The DEC determined to dismiss the remaining charges against respondent, noting that it had granted the presenter's motion to dismiss the RPC 3.3(a)(1) and RPC 3.3(a)(5) charges. In respect of the allegations that respondent had violated RPC 4.1(a)(1) and RPC 4.1(a)(2), the DEC determined that respondent had not intentionally confused or misled anyone regarding the scope of her attorney-client relationship with Coursey. Similarly, the DEC determined that respondent had not violated RPC 8.4(a), (c), or (d), finding that, although she chose to not be forthright with Farmer regarding the Local 108 settlement proceeds and her role in receiving and disbursing them, she never actually lied to him, and, thus, there was no clear and convincing evidence of an ethics violation stemming from their interactions. The DEC further found no evidence that respondent was dishonest with the court or had impacted the administration of justice.
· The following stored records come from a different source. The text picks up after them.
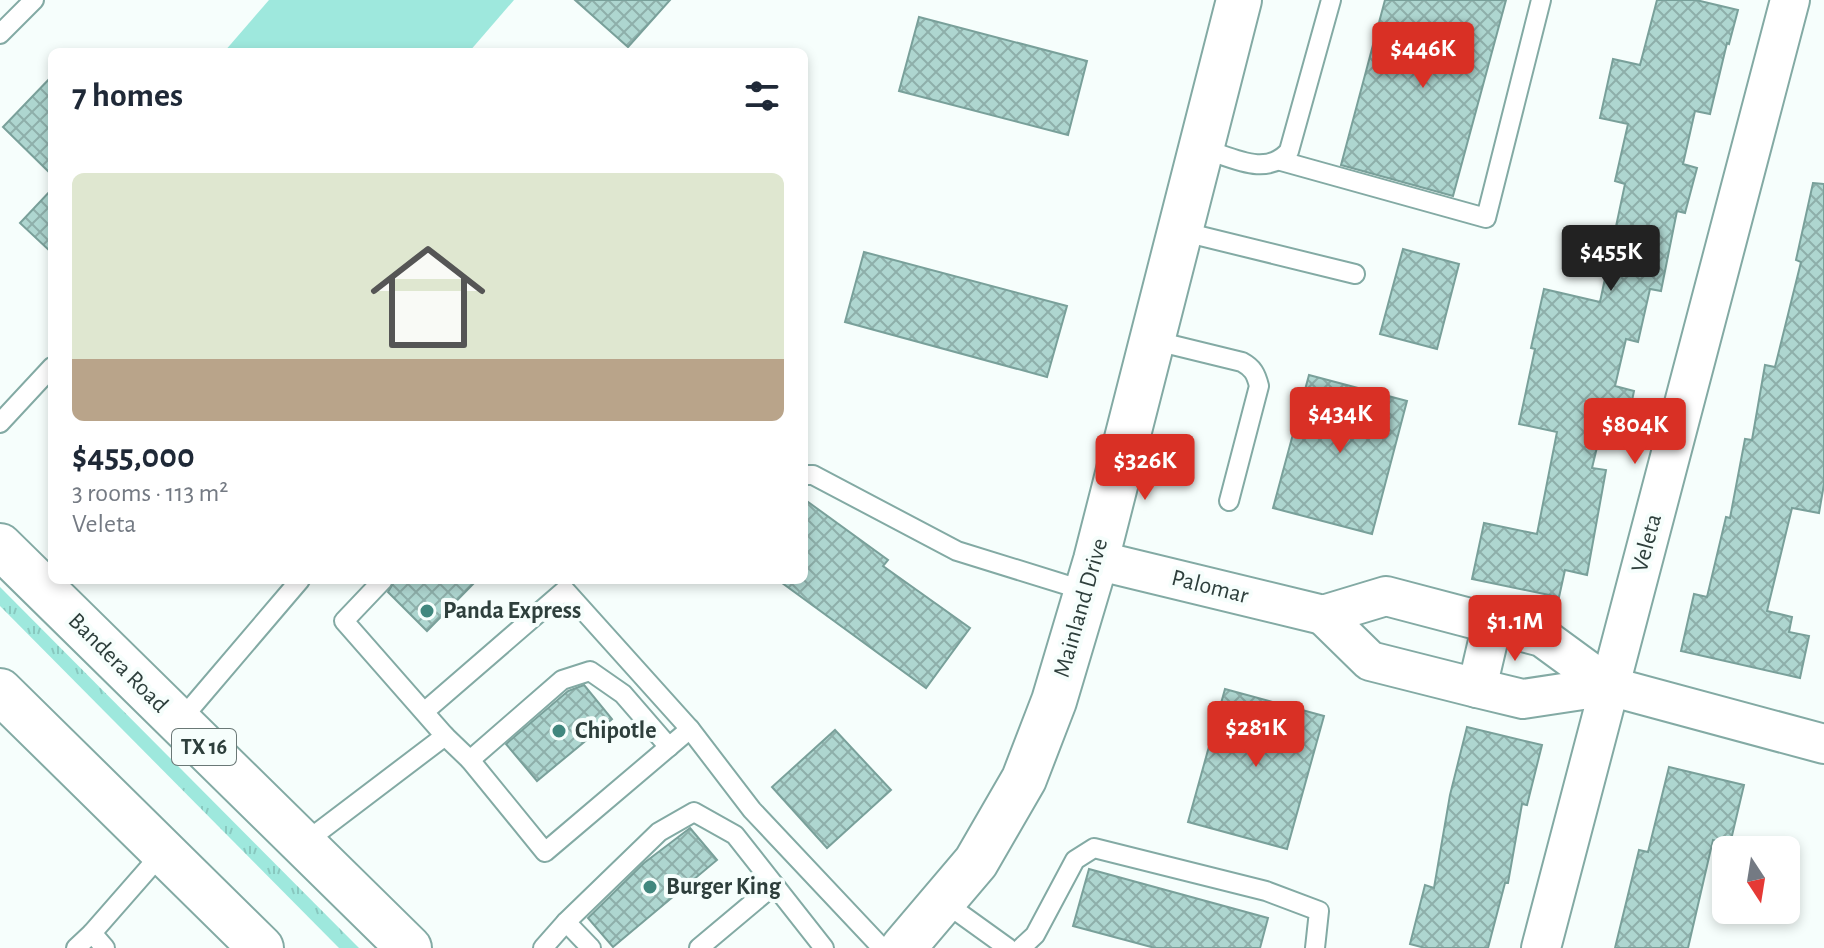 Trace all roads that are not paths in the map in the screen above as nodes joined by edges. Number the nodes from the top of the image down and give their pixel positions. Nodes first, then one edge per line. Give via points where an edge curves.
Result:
1 (34, 0) edge
2 (1239, 0) edge
3 (1331, 0) edge
4 (1541, 0) edge
5 (1790, 0) edge
6 (0, 34) edge
7 (1201, 148) junction
8 (1281, 161) junction
9 (1180, 231) junction
10 (1355, 274) dead end
11 (1152, 340) junction
12 (48, 371) edge
13 (0, 423) edge
14 (808, 475) edge
15 (1229, 501) dead end
16 (0, 546) edge
17 (1091, 575) junction
18 (48, 584) edge
19 (297, 584) edge
20 (379, 584) edge
21 (563, 584) edge
22 (565, 584) edge
23 (1323, 615) junction
24 (1492, 624) junction
25 (1609, 686) junction
26 (1477, 688) junction
27 (0, 691) edge
28 (424, 712) junction
29 (179, 722) junction
30 (690, 729) junction
31 (445, 736) junction
32 (1824, 744) edge
33 (669, 747) junction
34 (470, 760) junction
35 (303, 844) junction
36 (163, 852) junction
37 (774, 885) junction
38 (944, 902) junction
39 (566, 922) junction
40 (92, 933) junction
41 (76, 948) edge
42 (105, 948) edge
43 (261, 948) edge
44 (409, 948) edge
45 (543, 948) edge
46 (591, 948) edge
47 (699, 948) edge
48 (824, 948) edge
49 (882, 948) edge
50 (903, 948) edge
51 (1008, 948) edge
52 (1021, 948) edge
53 (1315, 948) edge
54 (1541, 948) edge

1 - 6 lane
2 - 7 main road, Mainland Drive
3 - 8 lane via 1289,151
4 - 8 lane via 1486,218
5 - 25 street, Veleta
7 - 8 lane via 1265,167
7 - 9 main road, Mainland Drive
9 - 10 lane
9 - 11 main road, Mainland Drive
11 - 15 lane via 1242,362 1256,375 1259,386
11 - 17 main road, Mainland Drive
12 - 13 lane
14 - 17 lane via 957,551
16 - 18 main road, Bandera Road / TX 16
17 - 23 street, Palomar
17 - 38 main road, Mainland Drive via 1054,701 1024,779 976,862
18 - 29 main road, Bandera Road / TX 16
19 - 29 lane
20 - 28 lane via 344,621
21 - 28 lane
22 - 30 lane
23 - 24 street via 1386,596
23 - 26 street via 1370,661
24 - 25 street via 1542,637
24 - 26 street
25 - 26 street via 1523,699
25 - 32 street
25 - 54 street, Veleta
27 - 36 main road
28 - 31 lane
29 - 35 main road, Bandera Road / TX 16
30 - 33 lane
30 - 49 lane via 752,810
31 - 34 lane
31 - 35 lane
33 - 34 lane via 623,694 590,671 562,680
33 - 34 lane via 545,852
35 - 44 main road, Bandera Road / TX 16
36 - 40 lane
36 - 43 main road
37 - 39 lane via 735,835 694,812 659,832
37 - 47 lane
37 - 48 lane
38 - 50 main road, Mainland Drive
38 - 51 lane
39 - 45 lane
39 - 46 lane
40 - 41 lane
40 - 42 lane
52 - 53 lane via 1035,935 1075,860 1094,848 1266,891 1319,911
In aggravation, the DEC characterized respondent's testimony at the ethics hearing as "far from forthright," determining that she had knowingly disbursed the Local 108 settlement proceeds to Coursey in violation of a court order, yet, during the disciplinary proceedings, refused to admit her mistake, "cling[ing] to the untenable position that she was not Mr. Coursey's attorney and thus was not bound" by the court order. The DEC further found that respondent had intentionally misdirected the $10,000 to subvert Farmer, and, given the relatively small sum of money, "thought that she could get away with it."
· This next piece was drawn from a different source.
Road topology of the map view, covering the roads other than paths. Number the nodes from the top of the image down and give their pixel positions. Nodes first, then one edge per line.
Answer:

In mitigation, the DEC cited respondent's "strong reaction to Mr. Farmer's egregious treatment of Mr. Coursey;" her unblemished disciplinary history; and her impeccable standing in the community. The DEC, thus, recommended that respondent be reprimanded.

In respondent's May 29, 2019 brief to us, and during oral argument, she continued to assert that no attorney-client relationship existed between her and Coursey in respect of his settlement with Local 108, and that she, thus, committed no ethics violations. She couched her role as merely a "conduit for the funds that went from the Union to Mr. Coursey," and maintained that the court that issued the underlying order likely would have found that she had not violated the order.

Following a de novo review of the record, we are satisfied that the DEC's finding that respondent's conduct was unethical is fully supported by clear and convincing evidence. Specifically, Farmer represented Coursey in employment litigation, filed in 2006, against Atlantic City, various government officials, and Local 108. In 2015, nine years into the litigation, Coursey entered into a settlement agreement whereby Atlantic City agreed to pay him $250,000 and to pay Farmer a capped payment of $450,000 toward his attorneys' fees. Following the settlement with Atlantic City, Farmer successfully moved to withdraw as Coursey's attorney, in light of the deterioration of their relationship over a fee dispute and a difference of opinion as to whether the litigation against Local 108 should proceed.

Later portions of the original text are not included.